- UK release poster
- Directed by: Harry Watt
- Written by: Harry Watt
- Based on: Umpity Poo (short story) by Gerald Kersh
- Produced by: Michael Balcon
- Starring: Jack Lambert; Gordon Jackson; Frederick Piper;
- Cinematography: Roy Kellino
- Edited by: Charles Crichton
- Music by: John Greenwood
- Distributed by: Ealing Studios
- Release date: 22 February 1943;
- Running time: 68 min.
- Country: United Kingdom
- Language: English
- Budget: £20,000

= Nine Men (film) =

1943 film

Nine Men is a 1943 British war film, set in the Western Desert Campaign during the Second World War.

==Production==
The film is an Ealing Studios production and marked the first fiction film assignment for celebrated documentary film director Harry Watt, who had worked at the Crown Film Unit. With only a £20,000 budget, the film's exterior desert sequences were shot at Margam Sands, Glamorgan.

==Plot==
In a barrack room at a Battle Training Ground in England, a platoon of conscripts are complaining about blisters and are impatient to get into action with the enemy. Sergeant Jack Watson tells them that they need a little bit extra to be successful in combat, which he illustrates with a story from his experience in the Western Desert Campaign.
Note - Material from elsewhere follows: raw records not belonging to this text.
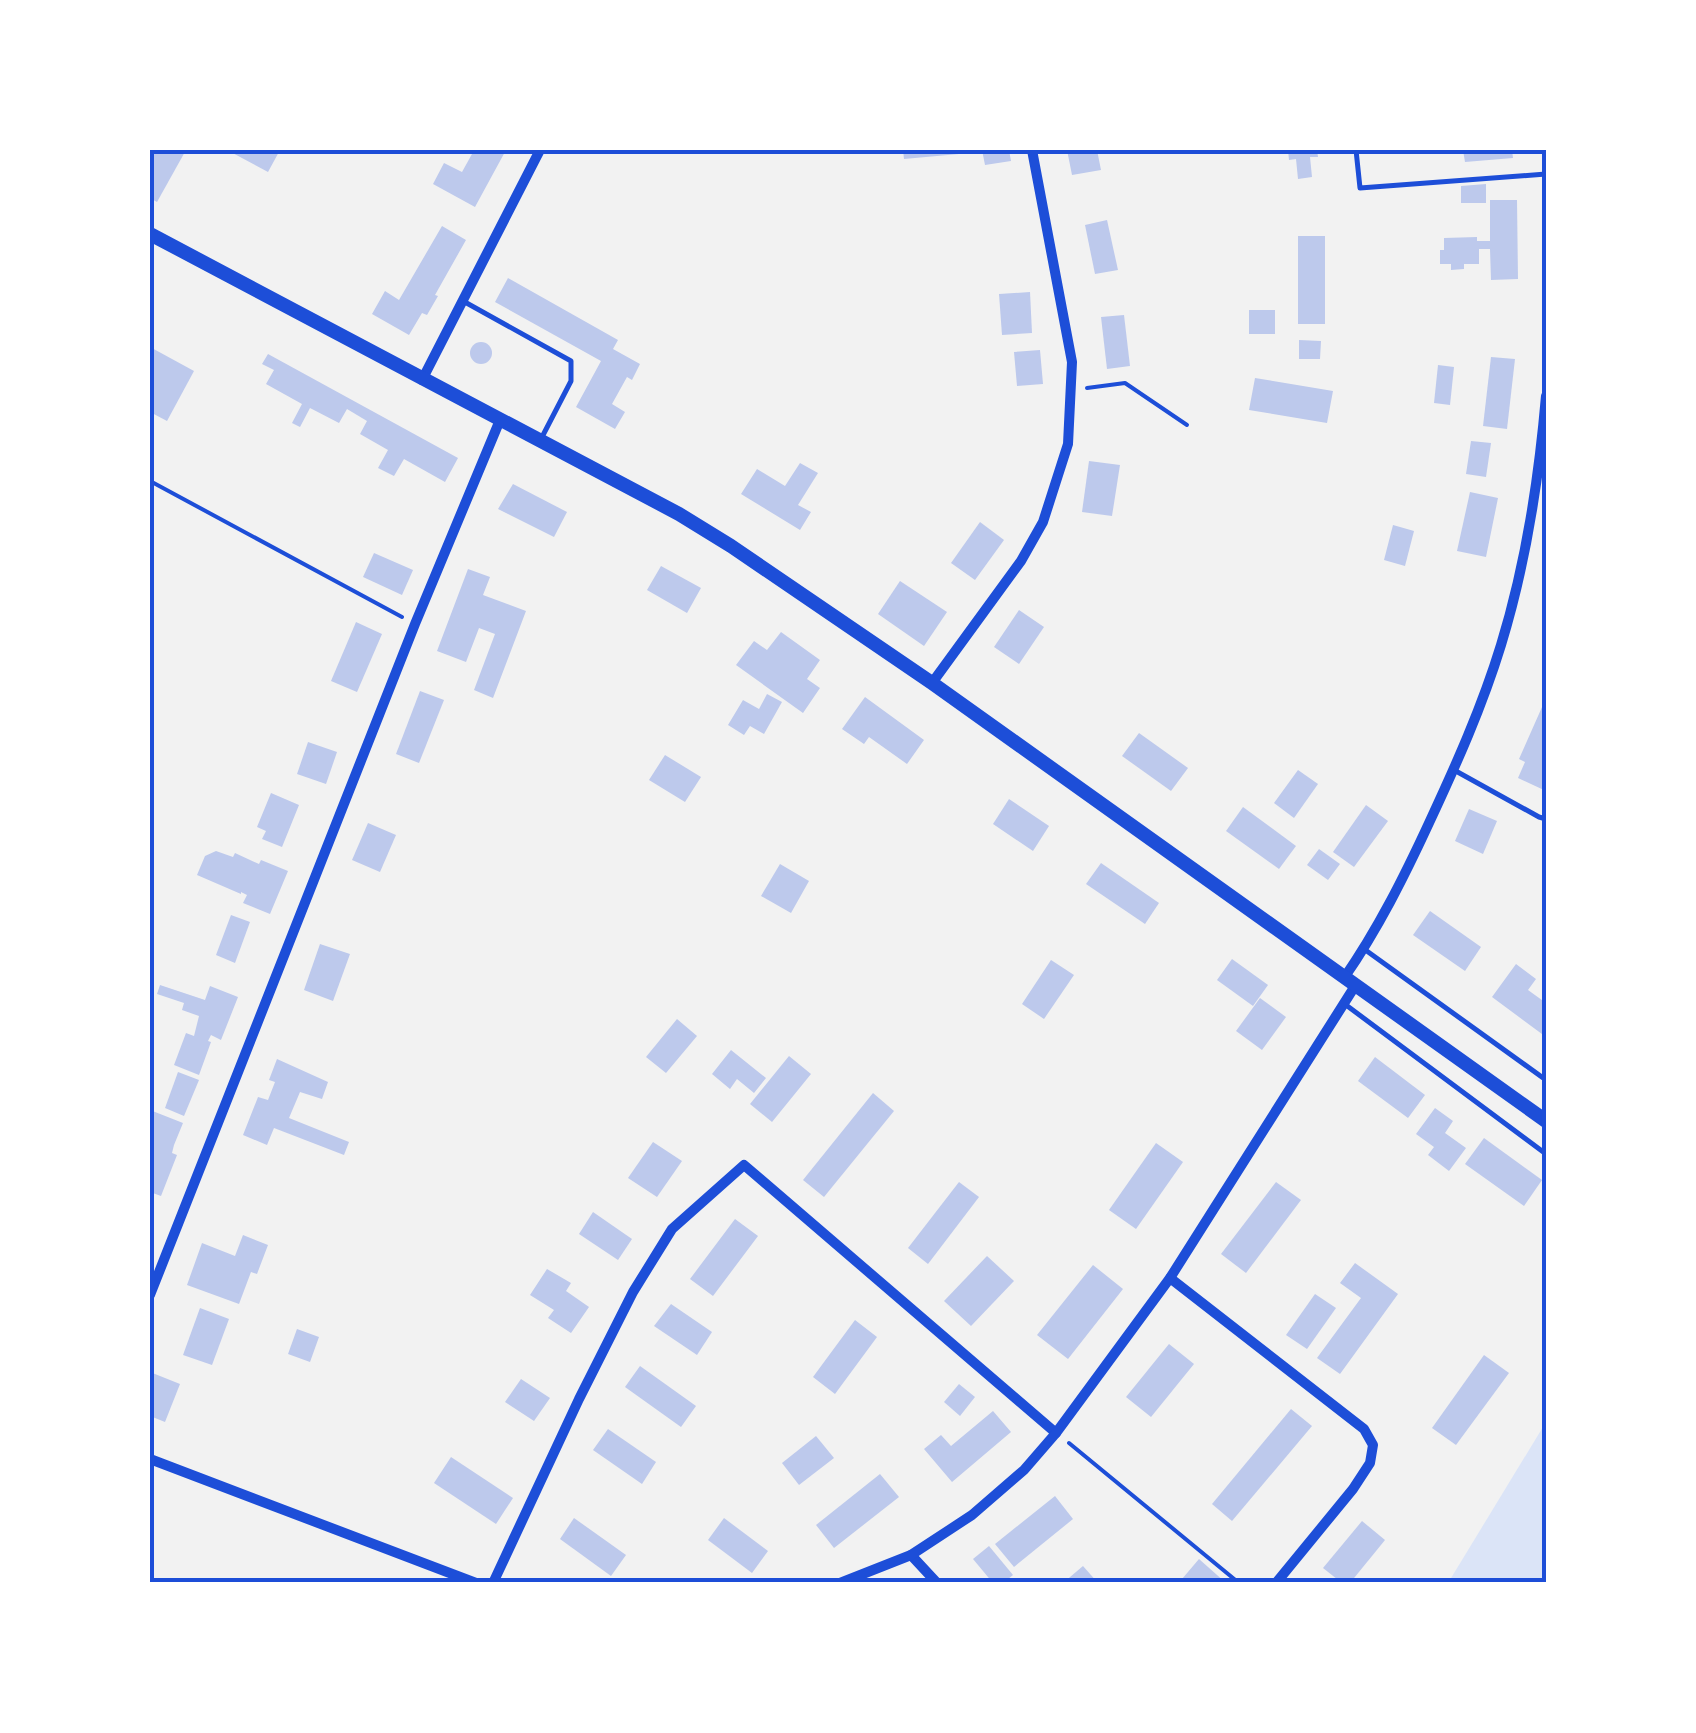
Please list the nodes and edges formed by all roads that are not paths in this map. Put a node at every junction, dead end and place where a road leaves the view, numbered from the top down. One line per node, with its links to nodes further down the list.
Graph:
1 (540, 150): 6 (street)
2 (1032, 150): 11 (street)
3 (1356, 150): 4 (lane)
4 (1546, 174)
5 (150, 234): 7 (street)
6 (463, 301): 7 (street); 10 (lane)
7 (422, 380): 9 (street)
8 (1546, 396): 12 (street)
9 (500, 420): 10 (street); 21 (street)
10 (540, 441): 11 (street)
11 (932, 683): 15 (street)
12 (1454, 770): 13 (lane); 14 (street)
13 (1546, 819)
14 (1364, 949): 15 (street); 17 (lane)
15 (1350, 982): 16 (street); 18 (street)
16 (1344, 1003): 19 (lane); 20 (street)
17 (1546, 1080)
18 (1546, 1122)
19 (1546, 1154)
20 (1170, 1278): 22 (street); 29 (street)
21 (150, 1295)
22 (1056, 1433): 24 (street); 26 (street)
23 (150, 1459): 25 (street)
24 (911, 1555): 27 (street); 28 (street)
25 (476, 1583)
26 (493, 1583)
27 (840, 1583)
28 (937, 1583)
29 (1276, 1583)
His story is then shown in flashback. Lieutenant Crawford, Sergeant Watson and the seven men under their command are travelling through the Libyan Desert in an Allied convoy, when their lorry becomes stuck in the sand and the convoy moves on without them. As they work to free themselves, they are attacked by German aircraft, injuring Crawford and Johnson and setting fire to the lorry. Setting off on foot and carrying the wounded, they struggle through a sandstorm until they come across a derelict hut. Lieutenant Crawford orders them to hold out there until help arrives but then dies. With only a limited supply of ammunition and their own wits to help them survive, they are then besieged by Italian troops. By various ruses and skilful use of their weapons, they are able to hold out until the Italians make a final assault; as the British soldiers use the last of their bullets and finally resort to a bayonet charge, reinforcements arrive supported by tanks, whereupon the Italians surrender.
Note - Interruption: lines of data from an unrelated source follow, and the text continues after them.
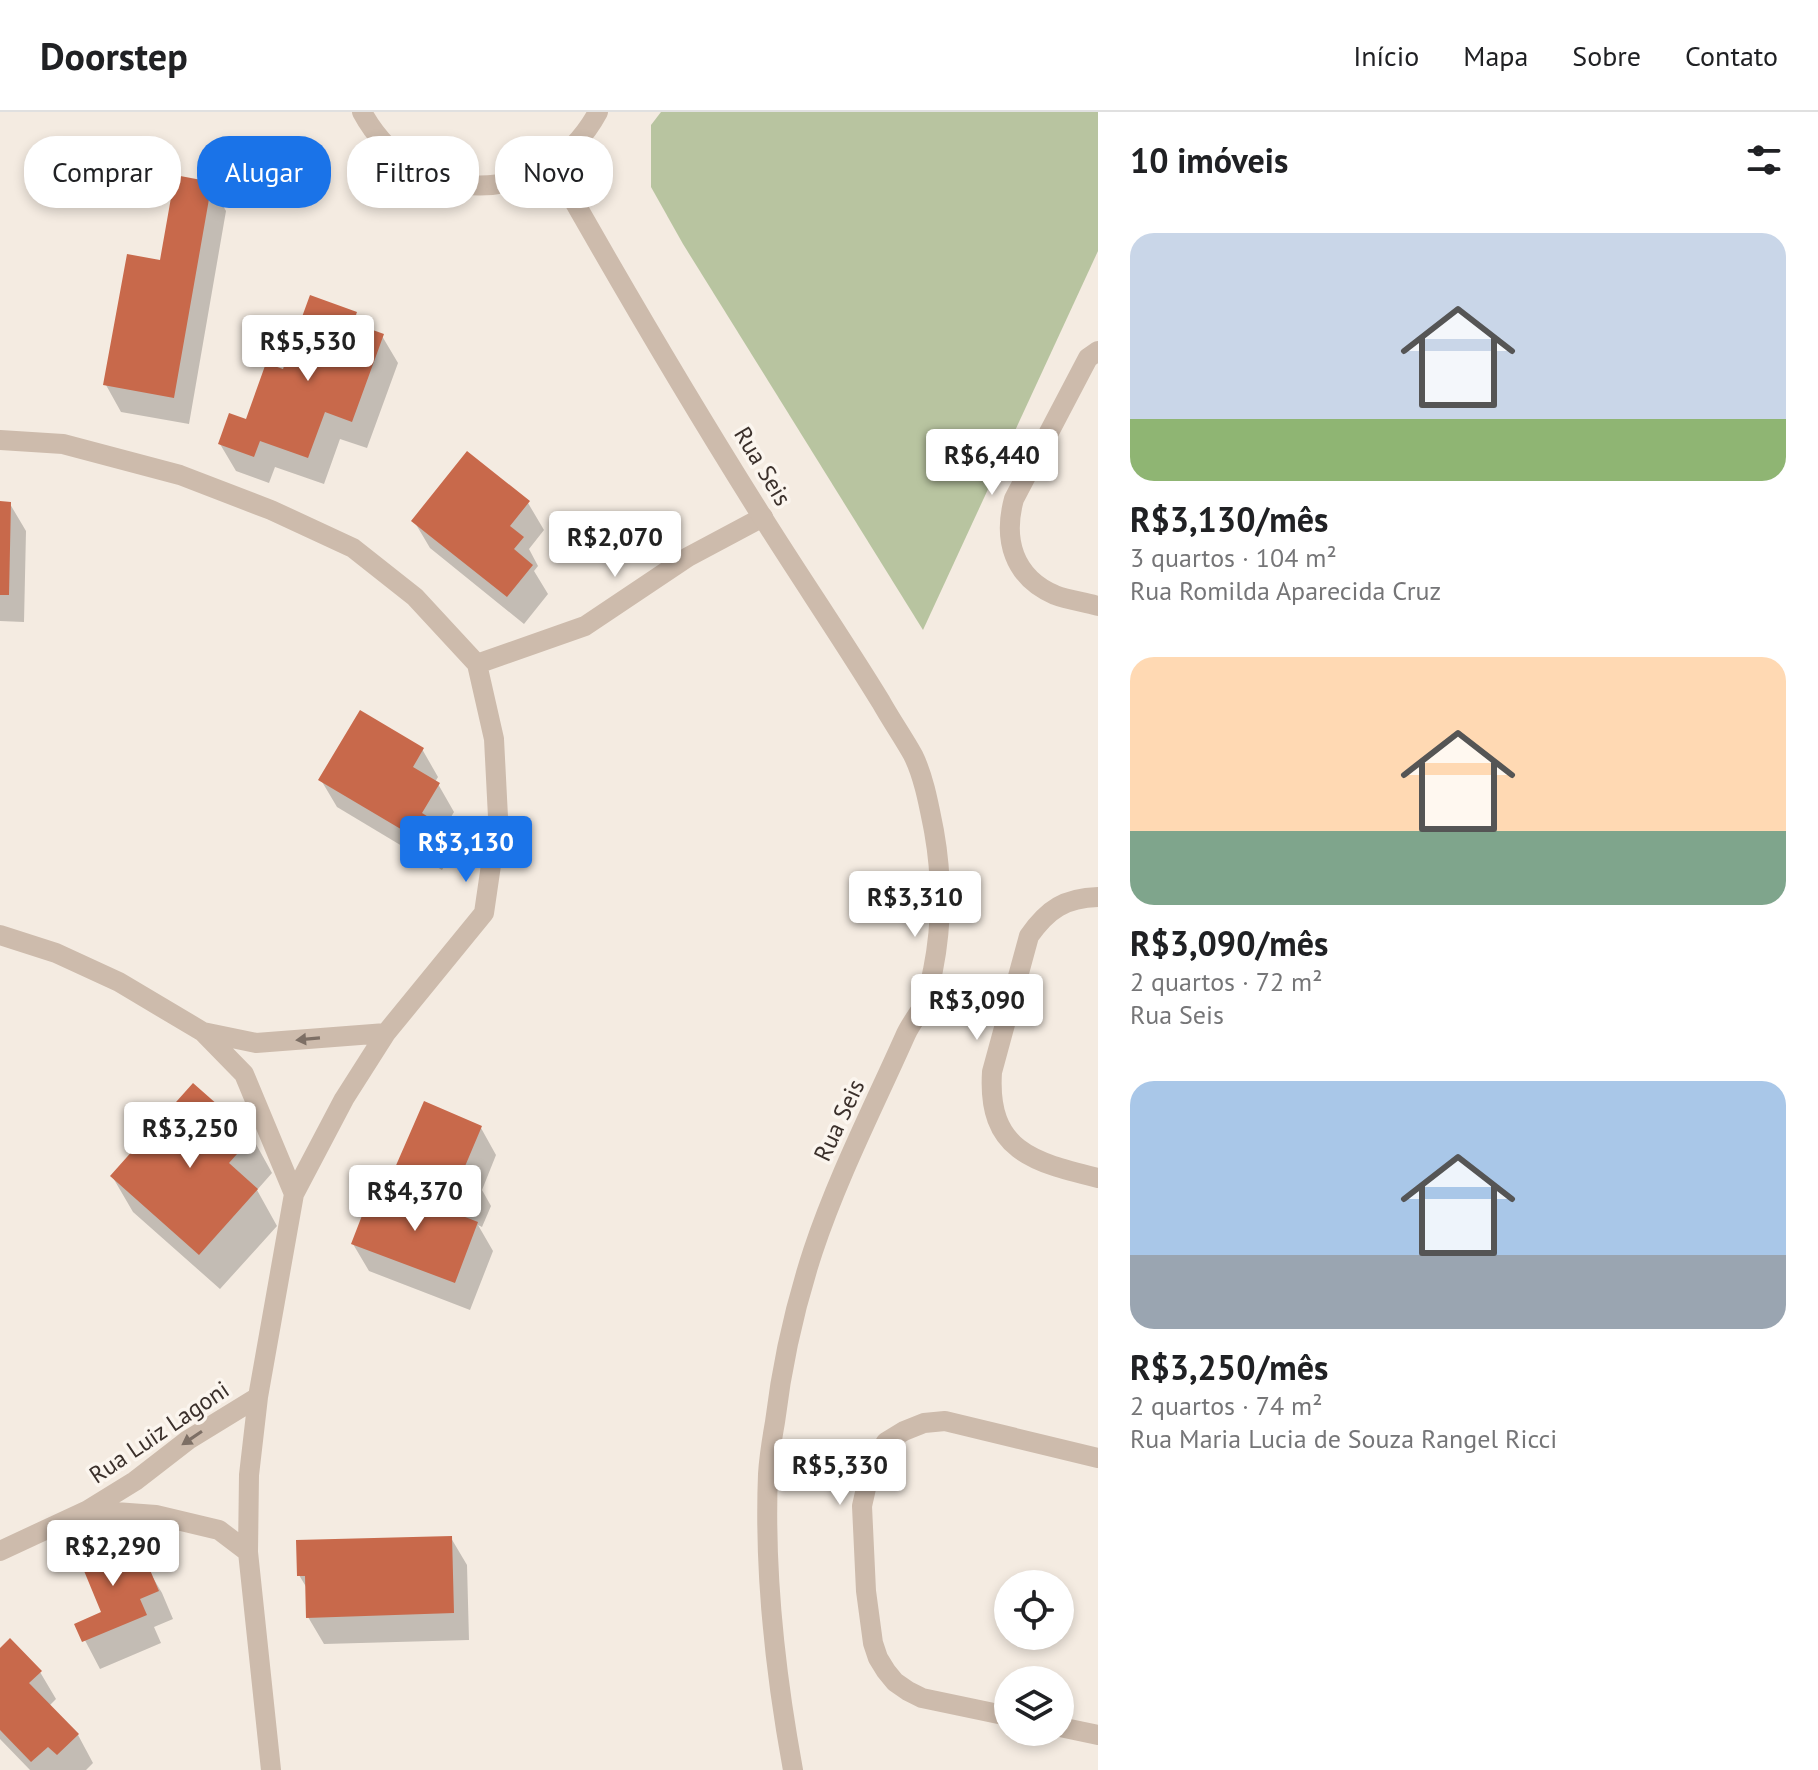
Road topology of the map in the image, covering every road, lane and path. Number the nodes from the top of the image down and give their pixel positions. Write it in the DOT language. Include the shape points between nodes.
graph roads {
  1 [pos="362,112"];
  2 [pos="598,112"];
  3 [pos="583,136"];
  4 [pos="495,185"];
  5 [pos="578,208"];
  6 [pos="1098,351"];
  7 [pos="0,440"];
  8 [pos="763,517"];
  9 [pos="1098,606"];
  10 [pos="477,664"];
  11 [pos="1098,897"];
  12 [pos="0,935"];
  13 [pos="203,1032"];
  14 [pos="386,1033"];
  15 [pos="1098,1178"];
  16 [pos="294,1194"];
  17 [pos="258,1397"];
  18 [pos="1098,1458"];
  19 [pos="88,1510"];
  20 [pos="0,1551"];
  21 [pos="248,1552"];
  22 [pos="994,1713"];
  23 [pos="1074,1730"];
  24 [pos="1098,1735"];
  25 [pos="271,1770"];
  26 [pos="793,1770"];
  1 -- 4 [label="street" via="387,148 407,164 454,183"];
  2 -- 3 [label="street"];
  5 -- 8 [label="street, Rua Seis"];
  6 -- 9 [label="street" via="1088,358 1014,499 1009,529 1016,560 1027,575 1057,596"];
  7 -- 10 [label="street" via="63,444 180,475 353,548 415,597"];
  8 -- 10 [label="street" via="688,557 585,626"];
  8 -- 26 [label="street, Rua Seis" via="914,758 938,872 936,956 927,998 908,1028 837,1186 793,1320 778,1398 768,1470 767,1545 771,1621"];
  10 -- 14 [label="street" via="494,739 498,817 484,913"];
  11 -- 15 [label="street" via="1062,905 1042,918 1029,936 991,1093 998,1124 1020,1150 1053,1167"];
  12 -- 13 [label="street" via="106,976"];
  14 -- 13 [label="street, one-way" via="256,1043"];
  13 -- 16 [label="street" via="244,1074"];
  14 -- 16 [label="street"];
  16 -- 17 [label="street"];
  17 -- 19 [label="street, Rua Luiz Lagoni, one-way"];
  17 -- 21 [label="street"];
  18 -- 22 [label="street" via="945,1421 904,1431 886,1442 871,1466 862,1506 866,1591 878,1658 895,1682 922,1698"];
  19 -- 20 [label="street, Rua Luiz Lagoni"];
  19 -- 21 [label="street, Rua Luiz Lagoni" via="156,1515 219,1530"];
  21 -- 25 [label="street"];
  23 -- 24 [label="street"];
}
Back at the barrack room, Watson concludes his story as the bugle sounds for dinner.

==Cast==
In common with many Ealing productions of the time, the film used a largely unknown cast, only a few of whom were full-time professional actors. The film is known to be actor Grant Sutherland's last performance before retiring from acting to pursue a career in business. Sutherland had featured in such films as Michael Powell's The Edge of the World and The Spy in Black.

==Reception==
Although the battle scenes were considered to be effective and particularly graphic at the time, the portrayal of the Italian soldiers was described by the Manchester Guardian as "impossibly instead of credibly cowardly".
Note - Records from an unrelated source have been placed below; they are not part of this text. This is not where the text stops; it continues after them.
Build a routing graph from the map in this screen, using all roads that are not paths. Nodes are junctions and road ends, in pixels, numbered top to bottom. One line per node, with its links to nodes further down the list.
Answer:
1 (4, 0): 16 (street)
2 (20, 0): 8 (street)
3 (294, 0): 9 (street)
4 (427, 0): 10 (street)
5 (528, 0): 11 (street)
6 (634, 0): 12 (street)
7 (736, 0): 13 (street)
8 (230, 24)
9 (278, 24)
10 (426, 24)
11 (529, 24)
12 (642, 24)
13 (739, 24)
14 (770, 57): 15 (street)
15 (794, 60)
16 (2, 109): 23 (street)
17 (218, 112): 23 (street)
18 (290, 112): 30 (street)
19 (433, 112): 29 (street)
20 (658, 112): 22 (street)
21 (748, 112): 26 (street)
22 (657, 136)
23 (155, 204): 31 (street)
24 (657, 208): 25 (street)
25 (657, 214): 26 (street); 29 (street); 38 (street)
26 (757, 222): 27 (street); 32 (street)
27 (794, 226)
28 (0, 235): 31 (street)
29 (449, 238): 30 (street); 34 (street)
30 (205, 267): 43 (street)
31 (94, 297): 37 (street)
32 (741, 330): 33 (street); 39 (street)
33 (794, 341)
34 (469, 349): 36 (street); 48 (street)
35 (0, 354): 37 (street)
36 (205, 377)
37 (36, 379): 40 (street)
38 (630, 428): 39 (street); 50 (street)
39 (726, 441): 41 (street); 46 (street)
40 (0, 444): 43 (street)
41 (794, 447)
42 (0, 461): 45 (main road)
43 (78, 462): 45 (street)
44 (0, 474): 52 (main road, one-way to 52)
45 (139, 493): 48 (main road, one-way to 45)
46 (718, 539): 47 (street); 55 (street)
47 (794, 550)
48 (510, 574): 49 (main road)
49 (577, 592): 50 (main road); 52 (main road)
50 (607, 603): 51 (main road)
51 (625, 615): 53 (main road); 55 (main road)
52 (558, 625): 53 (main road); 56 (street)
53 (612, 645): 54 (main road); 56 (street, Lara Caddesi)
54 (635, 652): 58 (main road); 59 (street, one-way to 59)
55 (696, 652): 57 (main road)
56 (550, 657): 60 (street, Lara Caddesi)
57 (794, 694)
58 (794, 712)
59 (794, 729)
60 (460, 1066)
However the Yorkshire Post and Leeds Intelligencer of Wednesday 27 January 1943 describes the film thus "This is a fine picture, uncompromisingly realistic, full of sand, sweat and endurance. Major Jack Lambert, the Scottish actor, a veteran of the last war, plays the sergeant. Most of the other leading players are also professional actors, but many ordinary soldiers take part in the film, and one of the " nine" is Sergeant Jack Horsman. He is the young Durham soldier who escaped from Dunkirk across France to Spain, and was invalided, out of the Army last year owing to hurts suffered in Spanish prisons."